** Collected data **
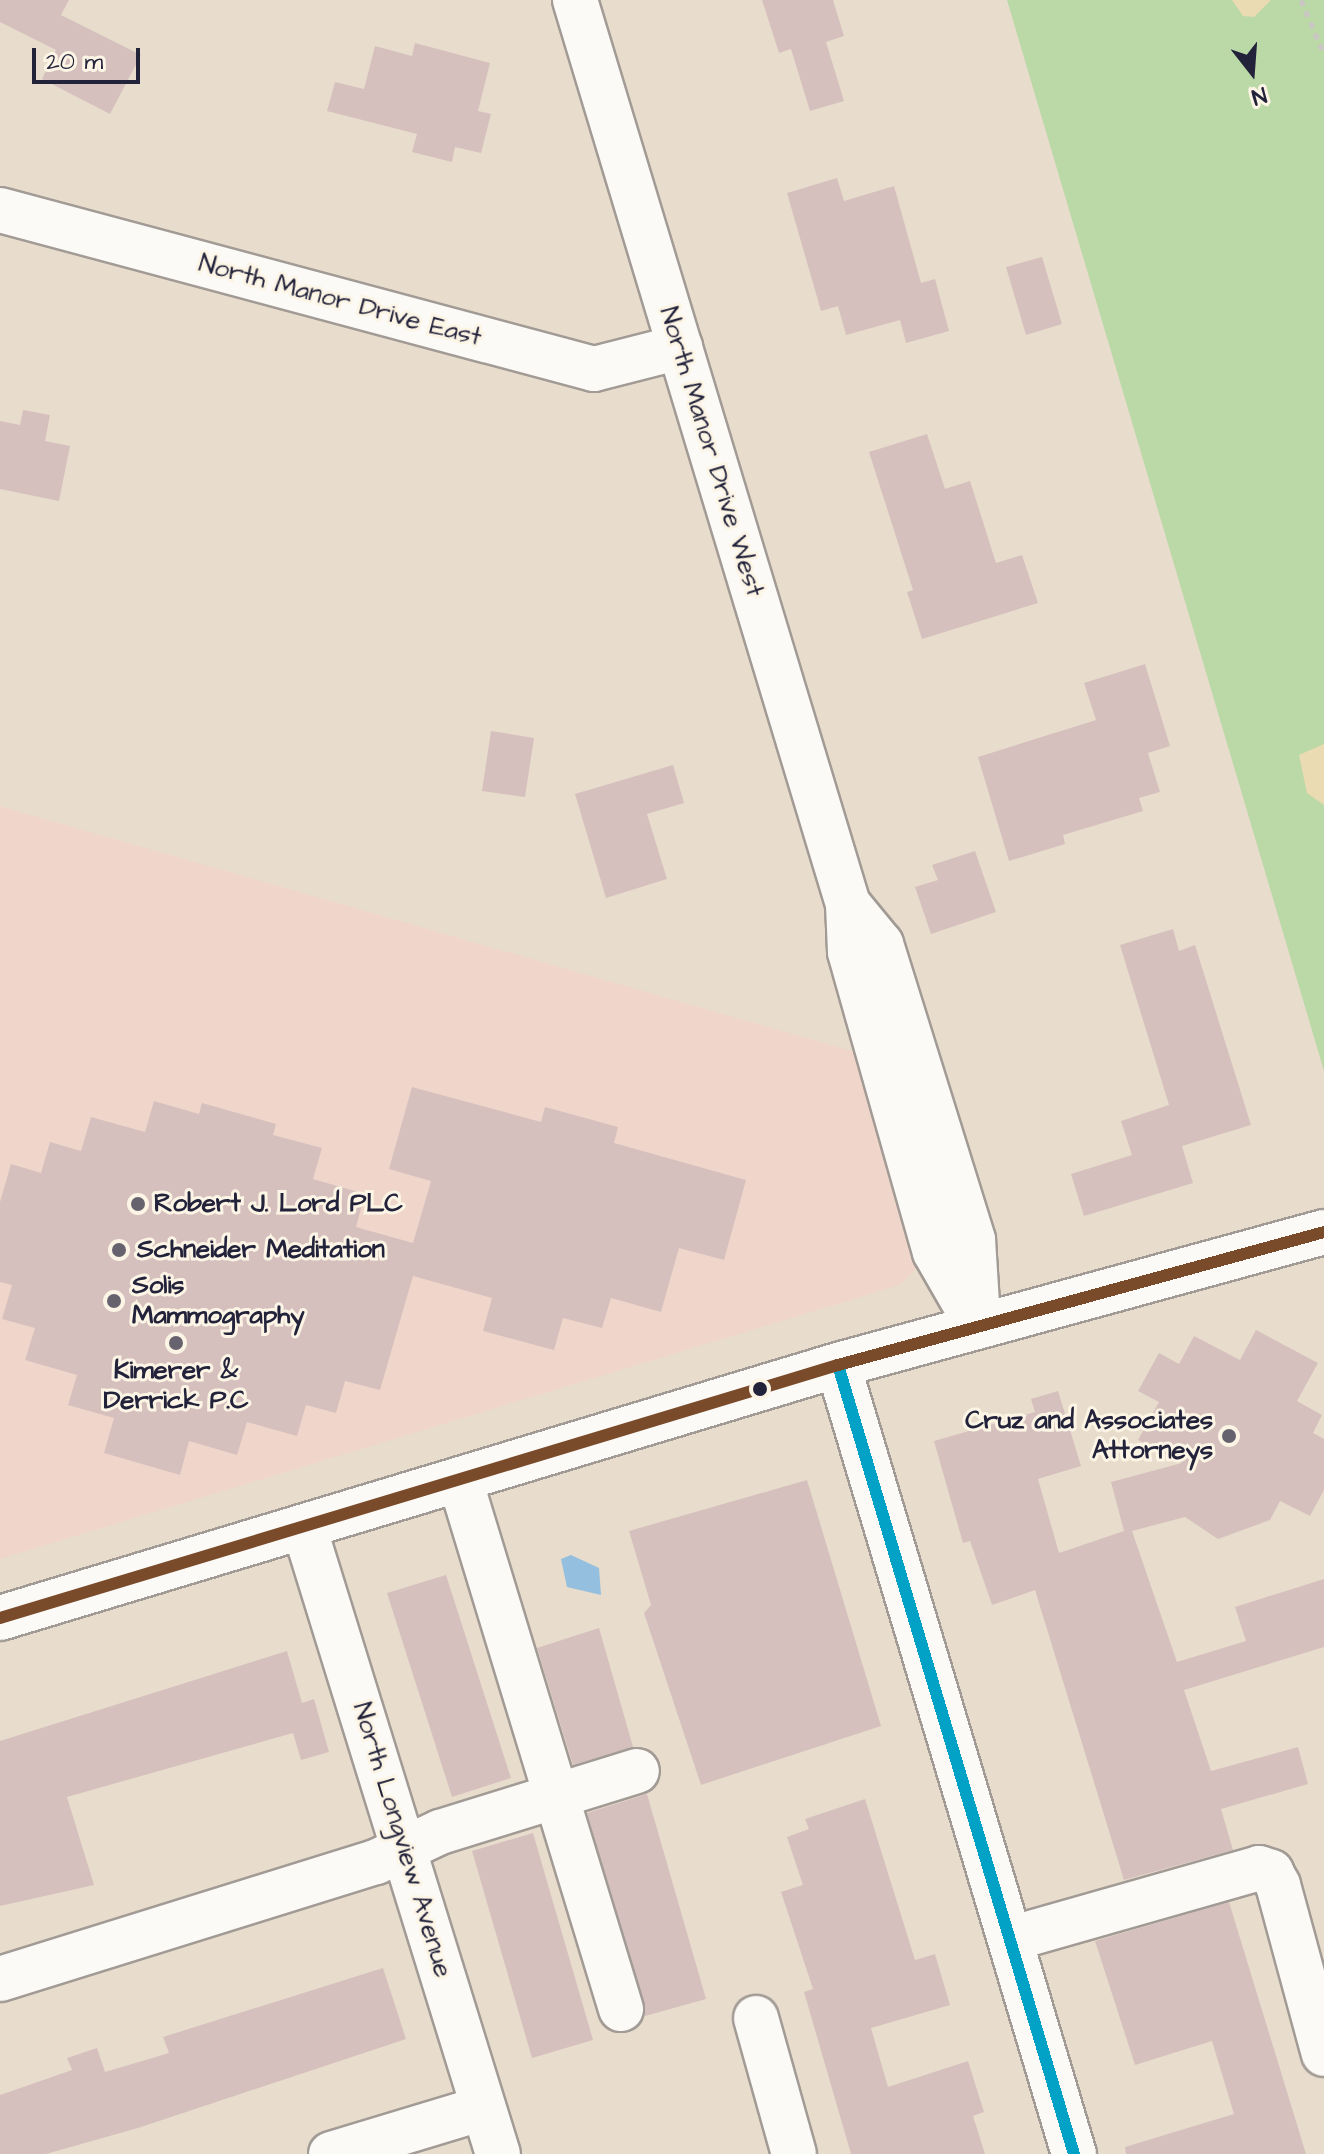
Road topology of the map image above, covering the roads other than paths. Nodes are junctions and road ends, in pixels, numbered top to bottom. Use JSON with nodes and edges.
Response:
{"nodes":[{"id":1,"x":575,"y":0,"type":"edge"},
{"id":2,"x":0,"y":210,"type":"edge"},
{"id":3,"x":680,"y":347,"type":"junction"},
{"id":4,"x":1324,"y":1232,"type":"edge"},
{"id":5,"x":978,"y":1327,"type":"junction"},
{"id":6,"x":838,"y":1365,"type":"junction"},
{"id":7,"x":460,"y":1480,"type":"junction"},
{"id":8,"x":304,"y":1527,"type":"junction"},
{"id":9,"x":0,"y":1618,"type":"edge"},
{"id":10,"x":637,"y":1771,"type":"dead end"},
{"id":11,"x":556,"y":1797,"type":"junction"},
{"id":12,"x":406,"y":1853,"type":"junction"},
{"id":13,"x":1010,"y":1939,"type":"junction"},
{"id":14,"x":0,"y":1979,"type":"edge"},
{"id":15,"x":621,"y":2009,"type":"dead end"},
{"id":16,"x":756,"y":2018,"type":"dead end"},
{"id":17,"x":1324,"y":2054,"type":"edge"},
{"id":18,"x":483,"y":2108,"type":"junction"},
{"id":19,"x":331,"y":2154,"type":"edge"},
{"id":20,"x":498,"y":2154,"type":"edge"},
{"id":21,"x":794,"y":2154,"type":"edge"},
{"id":22,"x":1074,"y":2154,"type":"edge"}],
"edges":[{"from":1,"to":3,"type":"street","name":"North Manor Drive West"},
{"from":2,"to":3,"type":"street","name":"North Manor Drive East"},
{"from":3,"to":5,"type":"street","name":"North Manor Drive West"},
{"from":4,"to":5,"type":"street"},
{"from":5,"to":6,"type":"street"},
{"from":6,"to":7,"type":"street"},
{"from":6,"to":13,"type":"street"},
{"from":7,"to":8,"type":"street"},
{"from":7,"to":11,"type":"street"},
{"from":8,"to":9,"type":"street"},
{"from":8,"to":12,"type":"street","name":"North Longview Avenue"},
{"from":10,"to":11,"type":"street"},
{"from":11,"to":12,"type":"street"},
{"from":11,"to":15,"type":"street"},
{"from":12,"to":14,"type":"street"},
{"from":12,"to":18,"type":"street","name":"North Longview Avenue"},
{"from":13,"to":17,"type":"street"},
{"from":13,"to":22,"type":"street"},
{"from":16,"to":21,"type":"street"},
{"from":18,"to":19,"type":"street"},
{"from":18,"to":20,"type":"street","name":"North Longview Avenue"}]}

** THE TASK **
Among the entries above, identify all lines with "Manor" and copy them.

** ANSWER SPACE **
"edges":[{"from":1,"to":3,"type":"street","name":"North Manor Drive West"},
{"from":2,"to":3,"type":"street","name":"North Manor Drive East"},
{"from":3,"to":5,"type":"street","name":"North Manor Drive West"},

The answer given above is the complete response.